Cooperative Inverse Reinforcement Learning
Hadfield-Menell, Dylan
and
Dragan, Anca
and
Abbeel, Pieter
and
Russell, Stuart J.
arXiv e-Print archive - 2016 via Local Bibsonomy
Keywords:
dblp
In the future, AI and people will work together; hence, we must concern ourselves with ensuring that AI will have interests aligned with our own.
The authors suggest that it is in our best interests to find a solution to the "value-alignment problem". As recently pointed out by Ian Goodfellow, however,
[this may not always be a good idea](https://www.quora.com/When-do-you-expect-AI-safety-to-become-a-serious-issue).

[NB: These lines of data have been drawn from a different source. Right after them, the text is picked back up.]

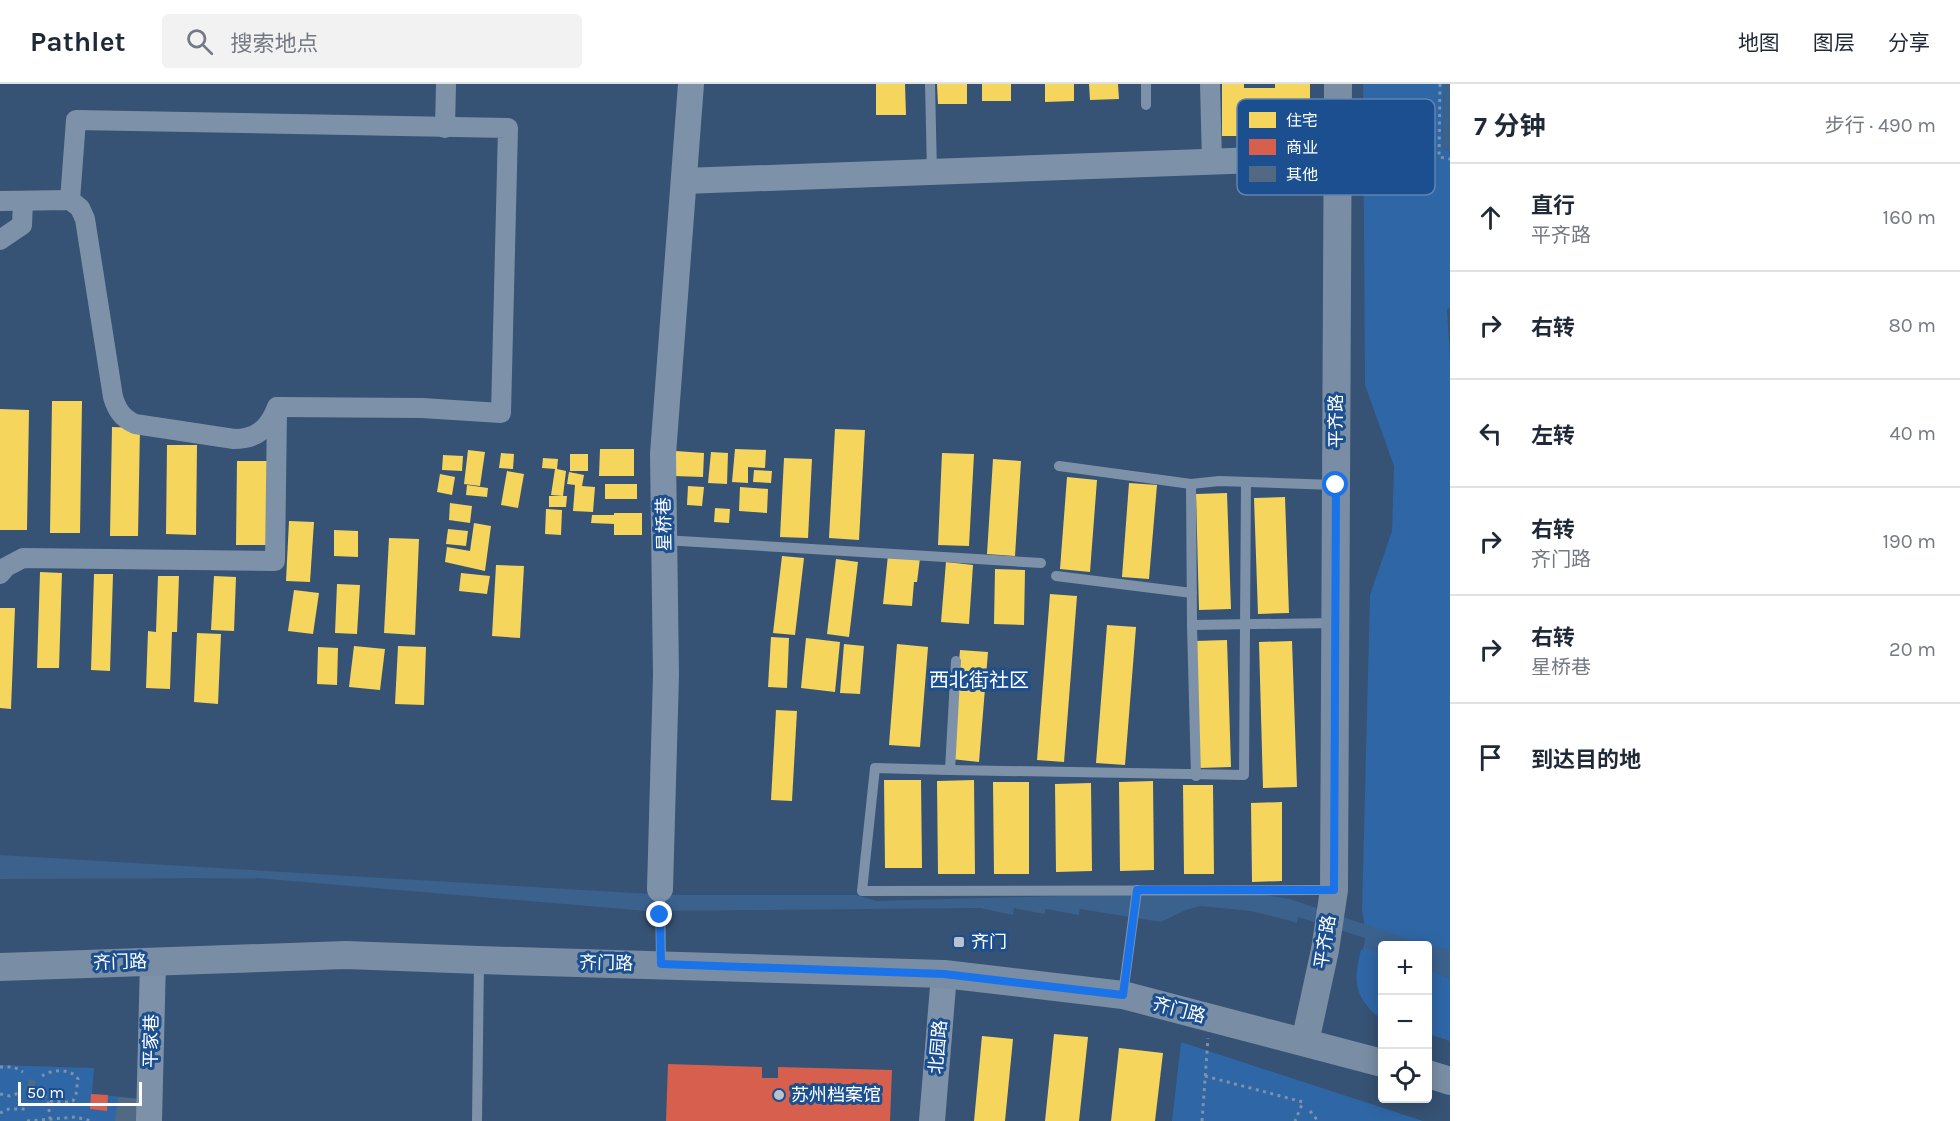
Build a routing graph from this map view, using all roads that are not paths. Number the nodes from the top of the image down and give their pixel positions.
1 (446, 84) edge
2 (691, 84) edge
3 (930, 84) edge
4 (1146, 84) edge
5 (1210, 84) edge
6 (1146, 105) dead end
7 (445, 128) junction
8 (1237, 161) edge
9 (1212, 162) junction
10 (932, 172) junction
11 (684, 181) junction
12 (1338, 195) edge
13 (70, 200) junction
14 (0, 201) edge
15 (23, 201) junction
16 (0, 240) edge
17 (277, 407) junction
18 (1059, 466) dead end
19 (1246, 482) junction
20 (1191, 484) junction
21 (1336, 485) junction
22 (664, 540) junction
23 (1041, 563) dead end
24 (0, 574) edge
25 (1056, 576) dead end
26 (1192, 593) junction
27 (1335, 623) junction
28 (1245, 624) junction
29 (1192, 625) junction
30 (956, 661) dead end
31 (950, 770) junction
32 (1196, 776) junction
33 (660, 889) joint
34 (1334, 890) junction
35 (1137, 891) junction
36 (479, 960) junction
37 (153, 961) junction
38 (661, 964) junction
39 (0, 967) edge
40 (944, 974) junction
41 (1123, 995) junction
42 (1305, 1042) junction
43 (1378, 1062) edge
44 (1432, 1075) edge
45 (1450, 1081) edge
46 (149, 1121) edge
47 (477, 1121) edge
48 (932, 1121) edge

1 - 7 street
2 - 11 street, 星桥巷
3 - 10 lane
4 - 6 lane
5 - 9 street
7 - 13 street
7 - 17 street
8 - 9 street
9 - 10 street
10 - 11 street
11 - 22 street, 星桥巷
12 - 21 main road, 平齐路
13 - 15 street
13 - 17 street
14 - 15 street
15 - 16 street
17 - 24 street
18 - 20 lane
19 - 20 lane
19 - 21 lane
19 - 28 lane
20 - 26 lane
21 - 27 main road, 平齐路
22 - 23 lane
22 - 33 street, 星桥巷
25 - 26 lane
26 - 29 lane
27 - 28 lane
27 - 34 main road, 平齐路
28 - 29 lane
28 - 32 lane
29 - 32 lane
30 - 31 lane
31 - 32 lane
31 - 35 lane
33 - 38 lane, 星桥巷
34 - 35 lane
34 - 42 main road, 平齐路
35 - 41 lane
36 - 37 main road, 齐门路
36 - 38 main road, 齐门路
36 - 47 lane
37 - 39 main road, 齐门路
37 - 46 street, 平家巷
38 - 40 main road, 齐门路
40 - 41 main road, 齐门路
40 - 48 street, 北园路
41 - 42 main road, 齐门路
42 - 43 main road, 齐门路
44 - 45 main road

Cooperative Inverse Reinforcement Learning (CIRL) is a formulation of a cooperative, partial information game between a human and a robot. Both share a reward
function, but the robot does not initially know what it is. One of the key departures from classical Inverse Reinforcement Learning
is that the teacher, which in this case is the human, is not assumed to act optimally. Rather, it is shown that sub-optimal actions
on the part of the human can result in the robot learning a better reward function. The structure of the CIRL formulation is such that it should encourage the
human to not attempt to teach by demonstration in a way that greedily maximizes immediate reward. Rather, the human learns how to "best respond" to the robot.
CIRL can be formulated as a dec-POMDP, and reduced to a single-agent POMDP. The authors solved a 2D navigation task with CIRL to demonstrate the inferiority of having the human follow a "demonstration-by-expert" policy as opposed to a "best-response" policy.